Stored data entries
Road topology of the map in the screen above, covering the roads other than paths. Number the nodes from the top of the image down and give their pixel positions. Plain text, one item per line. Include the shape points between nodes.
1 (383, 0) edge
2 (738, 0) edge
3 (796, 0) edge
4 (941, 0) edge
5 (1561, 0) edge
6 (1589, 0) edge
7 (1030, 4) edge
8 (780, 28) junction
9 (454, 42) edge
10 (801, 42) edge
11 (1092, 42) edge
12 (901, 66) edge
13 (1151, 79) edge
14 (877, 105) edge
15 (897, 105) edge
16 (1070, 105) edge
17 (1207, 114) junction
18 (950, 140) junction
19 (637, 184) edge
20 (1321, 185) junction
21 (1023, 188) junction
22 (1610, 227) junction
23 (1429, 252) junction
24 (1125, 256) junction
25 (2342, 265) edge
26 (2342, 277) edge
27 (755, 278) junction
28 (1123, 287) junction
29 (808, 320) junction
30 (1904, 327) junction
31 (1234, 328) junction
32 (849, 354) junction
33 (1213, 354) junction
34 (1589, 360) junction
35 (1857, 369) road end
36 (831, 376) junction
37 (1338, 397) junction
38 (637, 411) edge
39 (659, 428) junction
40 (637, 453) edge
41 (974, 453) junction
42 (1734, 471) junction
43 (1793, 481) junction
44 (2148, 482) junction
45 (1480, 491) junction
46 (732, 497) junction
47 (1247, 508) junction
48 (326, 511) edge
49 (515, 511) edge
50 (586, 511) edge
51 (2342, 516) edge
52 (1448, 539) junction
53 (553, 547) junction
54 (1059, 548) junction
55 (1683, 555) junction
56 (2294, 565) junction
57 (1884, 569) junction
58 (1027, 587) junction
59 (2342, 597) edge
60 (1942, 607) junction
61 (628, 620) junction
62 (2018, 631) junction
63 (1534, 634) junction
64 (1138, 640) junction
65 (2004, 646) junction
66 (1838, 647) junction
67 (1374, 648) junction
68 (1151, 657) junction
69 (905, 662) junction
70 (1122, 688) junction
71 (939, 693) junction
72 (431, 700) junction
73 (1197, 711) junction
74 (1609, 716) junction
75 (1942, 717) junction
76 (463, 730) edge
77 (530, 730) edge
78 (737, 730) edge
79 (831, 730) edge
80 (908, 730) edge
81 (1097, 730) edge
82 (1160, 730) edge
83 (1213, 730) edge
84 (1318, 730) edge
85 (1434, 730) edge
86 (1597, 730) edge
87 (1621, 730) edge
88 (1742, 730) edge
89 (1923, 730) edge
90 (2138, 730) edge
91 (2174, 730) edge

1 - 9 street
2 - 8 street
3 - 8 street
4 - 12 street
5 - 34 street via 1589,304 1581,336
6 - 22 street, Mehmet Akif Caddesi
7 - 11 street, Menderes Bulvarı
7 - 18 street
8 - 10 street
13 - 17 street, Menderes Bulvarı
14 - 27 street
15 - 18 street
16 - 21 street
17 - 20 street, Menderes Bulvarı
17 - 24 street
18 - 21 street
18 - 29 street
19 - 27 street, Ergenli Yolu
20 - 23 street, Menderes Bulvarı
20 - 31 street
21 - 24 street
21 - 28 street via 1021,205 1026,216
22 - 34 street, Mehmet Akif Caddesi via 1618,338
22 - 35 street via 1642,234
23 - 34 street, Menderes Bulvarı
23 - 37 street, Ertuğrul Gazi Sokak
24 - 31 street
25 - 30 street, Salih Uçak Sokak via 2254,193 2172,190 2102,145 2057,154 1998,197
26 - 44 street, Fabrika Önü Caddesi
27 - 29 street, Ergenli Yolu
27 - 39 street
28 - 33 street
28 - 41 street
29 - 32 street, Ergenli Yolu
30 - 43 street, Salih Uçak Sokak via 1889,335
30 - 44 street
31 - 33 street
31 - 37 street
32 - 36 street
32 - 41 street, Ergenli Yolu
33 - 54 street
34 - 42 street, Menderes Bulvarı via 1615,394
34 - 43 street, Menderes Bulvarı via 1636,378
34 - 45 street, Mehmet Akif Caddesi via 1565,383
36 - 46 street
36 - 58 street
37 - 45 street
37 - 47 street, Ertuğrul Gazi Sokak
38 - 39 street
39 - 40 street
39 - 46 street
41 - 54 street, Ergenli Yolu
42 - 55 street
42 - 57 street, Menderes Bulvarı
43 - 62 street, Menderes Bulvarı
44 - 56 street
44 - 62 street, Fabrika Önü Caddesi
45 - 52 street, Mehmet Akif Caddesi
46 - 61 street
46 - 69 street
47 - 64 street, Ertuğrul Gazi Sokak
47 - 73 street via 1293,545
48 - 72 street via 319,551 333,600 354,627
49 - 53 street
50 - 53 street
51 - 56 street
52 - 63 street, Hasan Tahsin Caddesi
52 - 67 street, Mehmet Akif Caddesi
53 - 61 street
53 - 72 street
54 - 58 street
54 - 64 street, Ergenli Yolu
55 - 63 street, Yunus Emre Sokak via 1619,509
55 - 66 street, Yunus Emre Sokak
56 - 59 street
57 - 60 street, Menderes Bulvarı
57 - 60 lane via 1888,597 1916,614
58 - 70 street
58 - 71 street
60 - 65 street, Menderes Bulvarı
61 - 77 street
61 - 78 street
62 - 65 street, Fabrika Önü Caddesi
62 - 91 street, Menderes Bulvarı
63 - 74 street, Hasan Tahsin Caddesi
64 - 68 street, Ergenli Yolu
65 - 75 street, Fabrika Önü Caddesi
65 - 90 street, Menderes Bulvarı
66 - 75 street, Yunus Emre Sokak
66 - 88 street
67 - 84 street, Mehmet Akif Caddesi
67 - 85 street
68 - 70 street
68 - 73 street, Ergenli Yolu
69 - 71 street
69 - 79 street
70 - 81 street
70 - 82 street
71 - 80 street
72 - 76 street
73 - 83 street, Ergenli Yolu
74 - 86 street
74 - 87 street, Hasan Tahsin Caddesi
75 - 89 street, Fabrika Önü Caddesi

- [Exercise] Your task is to copy every record exactly.

- [Task solution]
Road topology of the map in the screen above, covering the roads other than paths. Number the nodes from the top of the image down and give their pixel positions. Plain text, one item per line. Include the shape points between nodes.
1 (383, 0) edge
2 (738, 0) edge
3 (796, 0) edge
4 (941, 0) edge
5 (1561, 0) edge
6 (1589, 0) edge
7 (1030, 4) edge
8 (780, 28) junction
9 (454, 42) edge
10 (801, 42) edge
11 (1092, 42) edge
12 (901, 66) edge
13 (1151, 79) edge
14 (877, 105) edge
15 (897, 105) edge
16 (1070, 105) edge
17 (1207, 114) junction
18 (950, 140) junction
19 (637, 184) edge
20 (1321, 185) junction
21 (1023, 188) junction
22 (1610, 227) junction
23 (1429, 252) junction
24 (1125, 256) junction
25 (2342, 265) edge
26 (2342, 277) edge
27 (755, 278) junction
28 (1123, 287) junction
29 (808, 320) junction
30 (1904, 327) junction
31 (1234, 328) junction
32 (849, 354) junction
33 (1213, 354) junction
34 (1589, 360) junction
35 (1857, 369) road end
36 (831, 376) junction
37 (1338, 397) junction
38 (637, 411) edge
39 (659, 428) junction
40 (637, 453) edge
41 (974, 453) junction
42 (1734, 471) junction
43 (1793, 481) junction
44 (2148, 482) junction
45 (1480, 491) junction
46 (732, 497) junction
47 (1247, 508) junction
48 (326, 511) edge
49 (515, 511) edge
50 (586, 511) edge
51 (2342, 516) edge
52 (1448, 539) junction
53 (553, 547) junction
54 (1059, 548) junction
55 (1683, 555) junction
56 (2294, 565) junction
57 (1884, 569) junction
58 (1027, 587) junction
59 (2342, 597) edge
60 (1942, 607) junction
61 (628, 620) junction
62 (2018, 631) junction
63 (1534, 634) junction
64 (1138, 640) junction
65 (2004, 646) junction
66 (1838, 647) junction
67 (1374, 648) junction
68 (1151, 657) junction
69 (905, 662) junction
70 (1122, 688) junction
71 (939, 693) junction
72 (431, 700) junction
73 (1197, 711) junction
74 (1609, 716) junction
75 (1942, 717) junction
76 (463, 730) edge
77 (530, 730) edge
78 (737, 730) edge
79 (831, 730) edge
80 (908, 730) edge
81 (1097, 730) edge
82 (1160, 730) edge
83 (1213, 730) edge
84 (1318, 730) edge
85 (1434, 730) edge
86 (1597, 730) edge
87 (1621, 730) edge
88 (1742, 730) edge
89 (1923, 730) edge
90 (2138, 730) edge
91 (2174, 730) edge

1 - 9 street
2 - 8 street
3 - 8 street
4 - 12 street
5 - 34 street via 1589,304 1581,336
6 - 22 street, Mehmet Akif Caddesi
7 - 11 street, Menderes Bulvarı
7 - 18 street
8 - 10 street
13 - 17 street, Menderes Bulvarı
14 - 27 street
15 - 18 street
16 - 21 street
17 - 20 street, Menderes Bulvarı
17 - 24 street
18 - 21 street
18 - 29 street
19 - 27 street, Ergenli Yolu
20 - 23 street, Menderes Bulvarı
20 - 31 street
21 - 24 street
21 - 28 street via 1021,205 1026,216
22 - 34 street, Mehmet Akif Caddesi via 1618,338
22 - 35 street via 1642,234
23 - 34 street, Menderes Bulvarı
23 - 37 street, Ertuğrul Gazi Sokak
24 - 31 street
25 - 30 street, Salih Uçak Sokak via 2254,193 2172,190 2102,145 2057,154 1998,197
26 - 44 street, Fabrika Önü Caddesi
27 - 29 street, Ergenli Yolu
27 - 39 street
28 - 33 street
28 - 41 street
29 - 32 street, Ergenli Yolu
30 - 43 street, Salih Uçak Sokak via 1889,335
30 - 44 street
31 - 33 street
31 - 37 street
32 - 36 street
32 - 41 street, Ergenli Yolu
33 - 54 street
34 - 42 street, Menderes Bulvarı via 1615,394
34 - 43 street, Menderes Bulvarı via 1636,378
34 - 45 street, Mehmet Akif Caddesi via 1565,383
36 - 46 street
36 - 58 street
37 - 45 street
37 - 47 street, Ertuğrul Gazi Sokak
38 - 39 street
39 - 40 street
39 - 46 street
41 - 54 street, Ergenli Yolu
42 - 55 street
42 - 57 street, Menderes Bulvarı
43 - 62 street, Menderes Bulvarı
44 - 56 street
44 - 62 street, Fabrika Önü Caddesi
45 - 52 street, Mehmet Akif Caddesi
46 - 61 street
46 - 69 street
47 - 64 street, Ertuğrul Gazi Sokak
47 - 73 street via 1293,545
48 - 72 street via 319,551 333,600 354,627
49 - 53 street
50 - 53 street
51 - 56 street
52 - 63 street, Hasan Tahsin Caddesi
52 - 67 street, Mehmet Akif Caddesi
53 - 61 street
53 - 72 street
54 - 58 street
54 - 64 street, Ergenli Yolu
55 - 63 street, Yunus Emre Sokak via 1619,509
55 - 66 street, Yunus Emre Sokak
56 - 59 street
57 - 60 street, Menderes Bulvarı
57 - 60 lane via 1888,597 1916,614
58 - 70 street
58 - 71 street
60 - 65 street, Menderes Bulvarı
61 - 77 street
61 - 78 street
62 - 65 street, Fabrika Önü Caddesi
62 - 91 street, Menderes Bulvarı
63 - 74 street, Hasan Tahsin Caddesi
64 - 68 street, Ergenli Yolu
65 - 75 street, Fabrika Önü Caddesi
65 - 90 street, Menderes Bulvarı
66 - 75 street, Yunus Emre Sokak
66 - 88 street
67 - 84 street, Mehmet Akif Caddesi
67 - 85 street
68 - 70 street
68 - 73 street, Ergenli Yolu
69 - 71 street
69 - 79 street
70 - 81 street
70 - 82 street
71 - 80 street
72 - 76 street
73 - 83 street, Ergenli Yolu
74 - 86 street
74 - 87 street, Hasan Tahsin Caddesi
75 - 89 street, Fabrika Önü Caddesi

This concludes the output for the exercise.